Construction of splicing graph

Genes with alternative spliced transcripts can be represented by splicing graphs, in which nodes correspond to exons (i.e., bunches of common exons) and edges represent splicing junctions. BayesDenovo uses a read-guided strategy to construct splicing graphs from k-mers generated from RNA-seq reads, as follows.

First, as in Trinity and Bridger the sequencing reads are broken into k-mers, which are saved in a hash table. Erroneous k-mers are removed by the same strategy as in Trinity. Second, a most frequent k-mer, with Shannon’s entropy \(H>1.5\) and frequency > 1, is selected as a seed, which is then extended repeatedly in two directions by finding the most frequent unused k-mer that has a k-1 base suffix that overlaps with the k-1 bases prefix of the current contig. Third, when the contig can no longer be extended by overlapping k-mers, paired-end information of the sequencing reads is used to further extend the contig. Fourth, after building the main contig, branch extension is performed, in a read-guided way, on k-mers for contigs that have alternative extensions. Specifically, for branch extension, an overlapping k-mer is first obtained from the reads overlapping with the current contig. If no overlapping k-mers are found from overlapping reads, an overlapping k-mer at the end of non-overlapping reads is used to extend the contig. Alternative paths are added in by using overlapping k-mers and paired-end information until the path can no longer be extended or until reaching a previously used k-mer in the current graph. By virtue of the read-guided strategy, extended branches are supported by sequencing reads, while the false connections, which lack supporting reads, will not be added as alternative paths.

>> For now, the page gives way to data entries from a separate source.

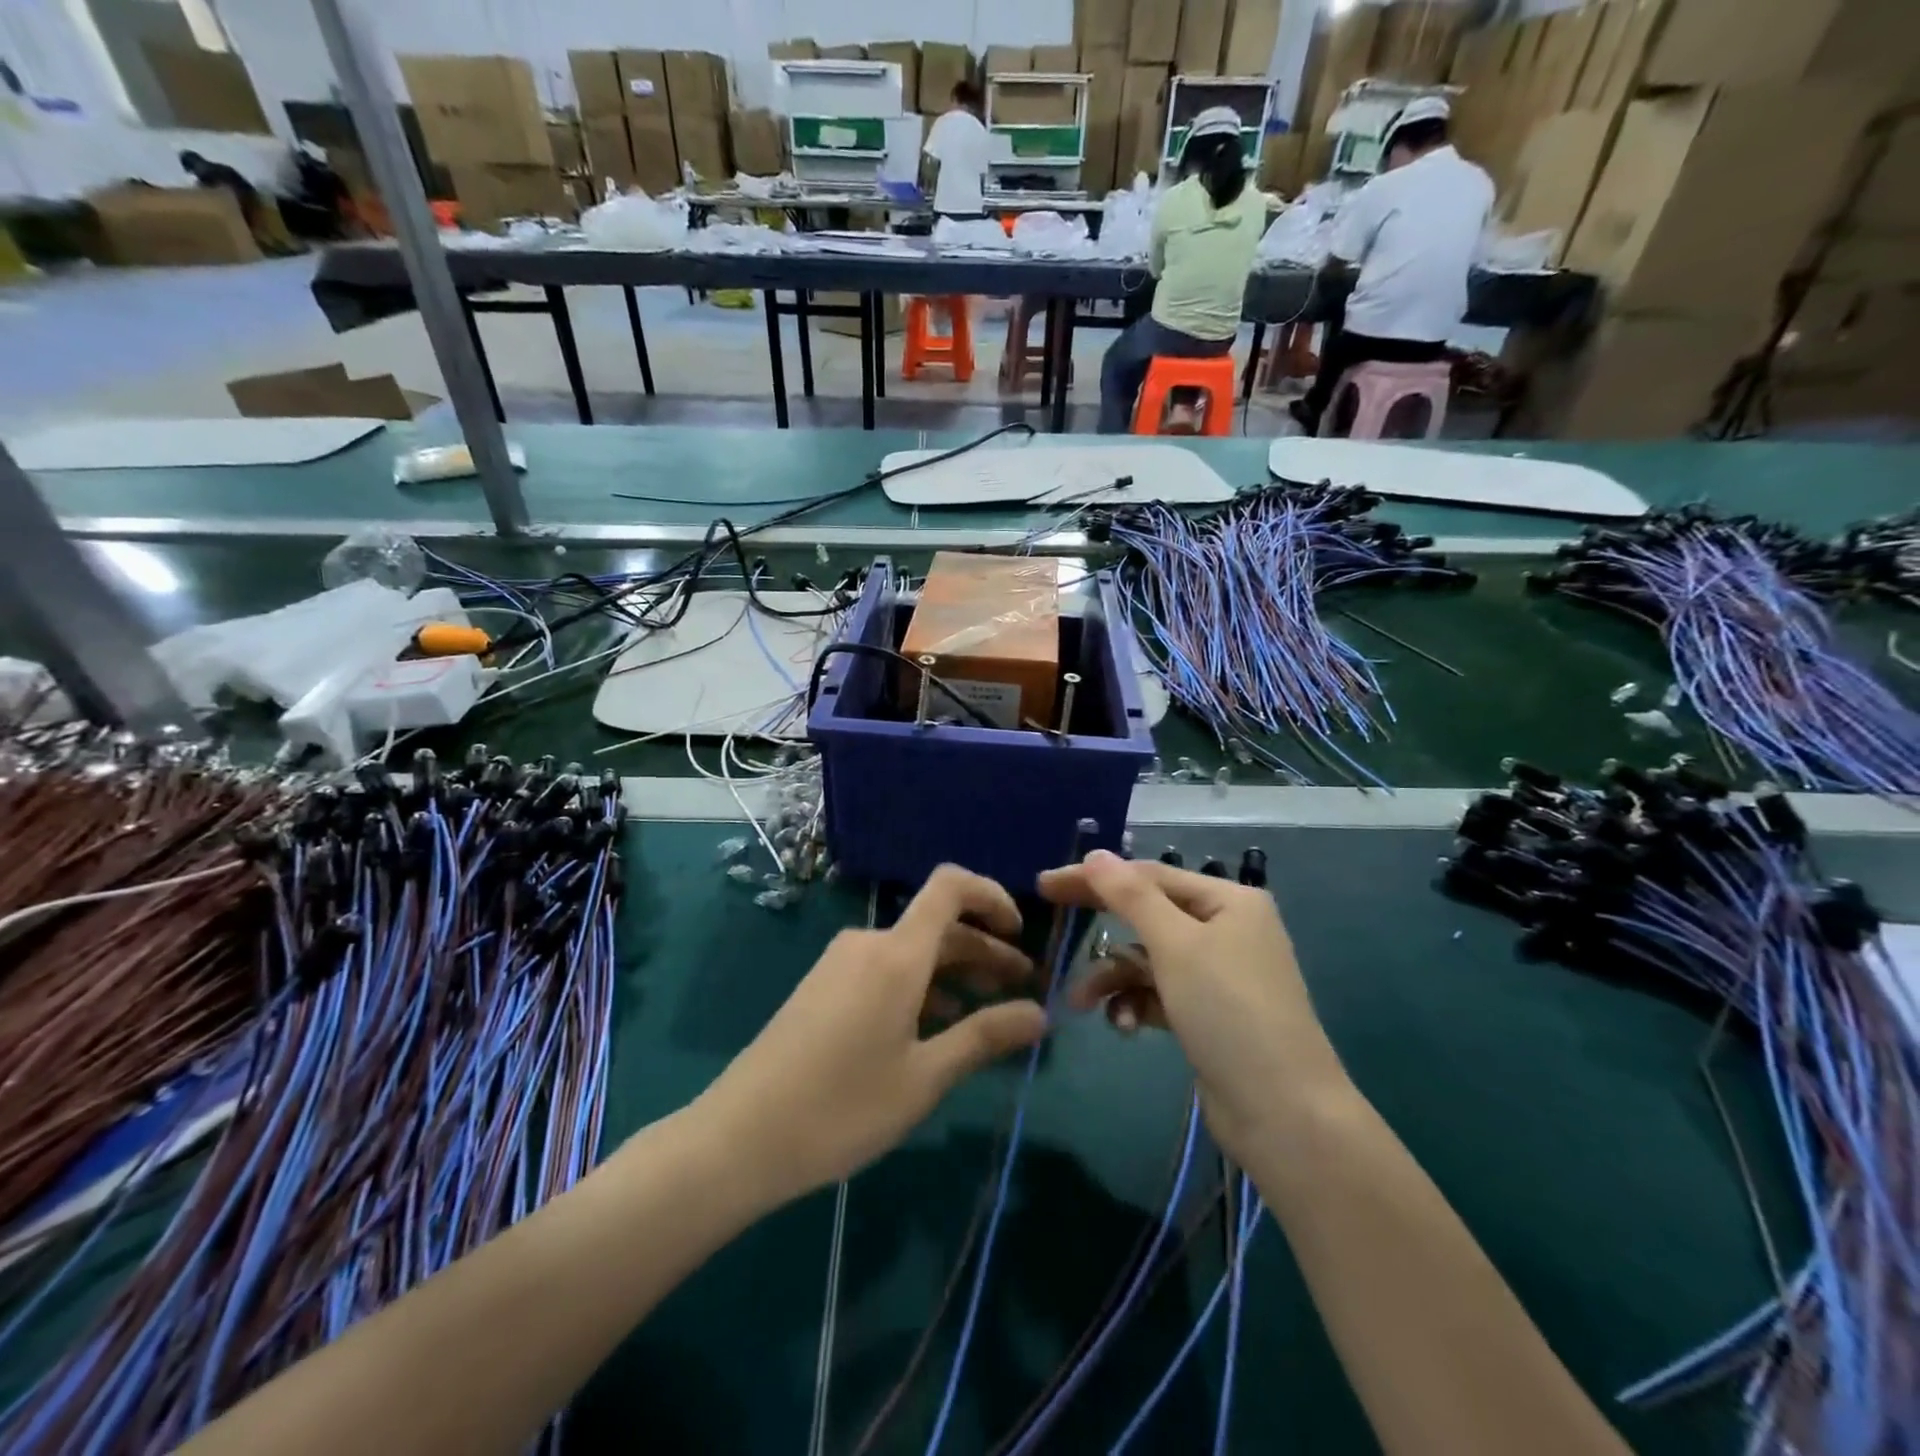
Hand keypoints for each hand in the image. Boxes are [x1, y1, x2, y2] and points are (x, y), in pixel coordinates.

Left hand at [695, 865, 1047, 1206]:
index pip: (950, 886)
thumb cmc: (842, 1107)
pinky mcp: (825, 985)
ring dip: (955, 973)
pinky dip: (921, 986)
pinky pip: (886, 969)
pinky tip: (935, 1028)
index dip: (992, 896)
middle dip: (985, 950)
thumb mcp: (924, 1077)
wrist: (741, 1137)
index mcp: (896, 954)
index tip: (1020, 935)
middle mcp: (869, 943)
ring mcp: (842, 963)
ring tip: (987, 1013)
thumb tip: (1039, 1015)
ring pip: (913, 951)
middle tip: (1023, 989)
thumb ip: (984, 1038)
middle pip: (938, 925)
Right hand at [1038, 850, 1347, 1161]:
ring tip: (1084, 1004)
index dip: (1095, 878)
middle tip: (1053, 923)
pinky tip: (1126, 1027)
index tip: (1046, 885)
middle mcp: (1225, 928)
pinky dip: (1137, 1004)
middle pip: (1147, 915)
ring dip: (1114, 978)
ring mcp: (1218, 973)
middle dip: (1102, 929)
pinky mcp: (1207, 1013)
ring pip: (1148, 959)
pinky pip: (1159, 993)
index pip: (1148, 876)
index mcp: (1227, 901)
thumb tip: (1095, 854)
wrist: (1284, 1114)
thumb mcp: (1175, 945)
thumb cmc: (1229, 1012)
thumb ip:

As a result, a set of splicing graphs of high accuracy are constructed directly from the sequencing reads, taking advantage of the branch extension strategy that incorporates read information. Without loss of generality, each splicing graph corresponds to the genomic locus of a gene. Graphs for highly expressed genes are more likely to suffer from erroneous nodes and edges, where the read-guided strategy will greatly improve the quality of splicing graphs.

Transcripts estimation

Transcripts are reconstructed from splicing graphs probabilistically by modeling the abundance of potential transcripts within a Bayesian framework. For this, BayesDenovo employs the model implemented in Bayesembler, an ab initio transcriptome assembly method relying on a reference genome. Expressed transcripts are estimated from each splicing graph, as follows.

First, a set of candidate transcripts are constructed by iteratively traversing paths and pruning those edges with lowest coverage until the total number of candidates is ≤ 100. Second, using a hidden binary random variable to model whether a candidate transcript is expressed or not, the Bayesian framework jointly models the set of expressed transcripts, the abundance of expressed transcripts, and the probability for read assignment to the transcripts. A Gibbs sampling procedure estimates the frequency at which transcripts are observed from their posterior distributions, and determines the set of transcripts that best explain the observed sequencing reads associated with the graph. By modeling the existence of the candidate transcripts with a hidden variable, this Bayesian framework greatly increases efficiency in detecting poorly-expressed transcripts, which are likely to be penalized by other path traversing methods. The details of the Bayesembler framework is described in Supplemental Sects. 1.1 and 1.2.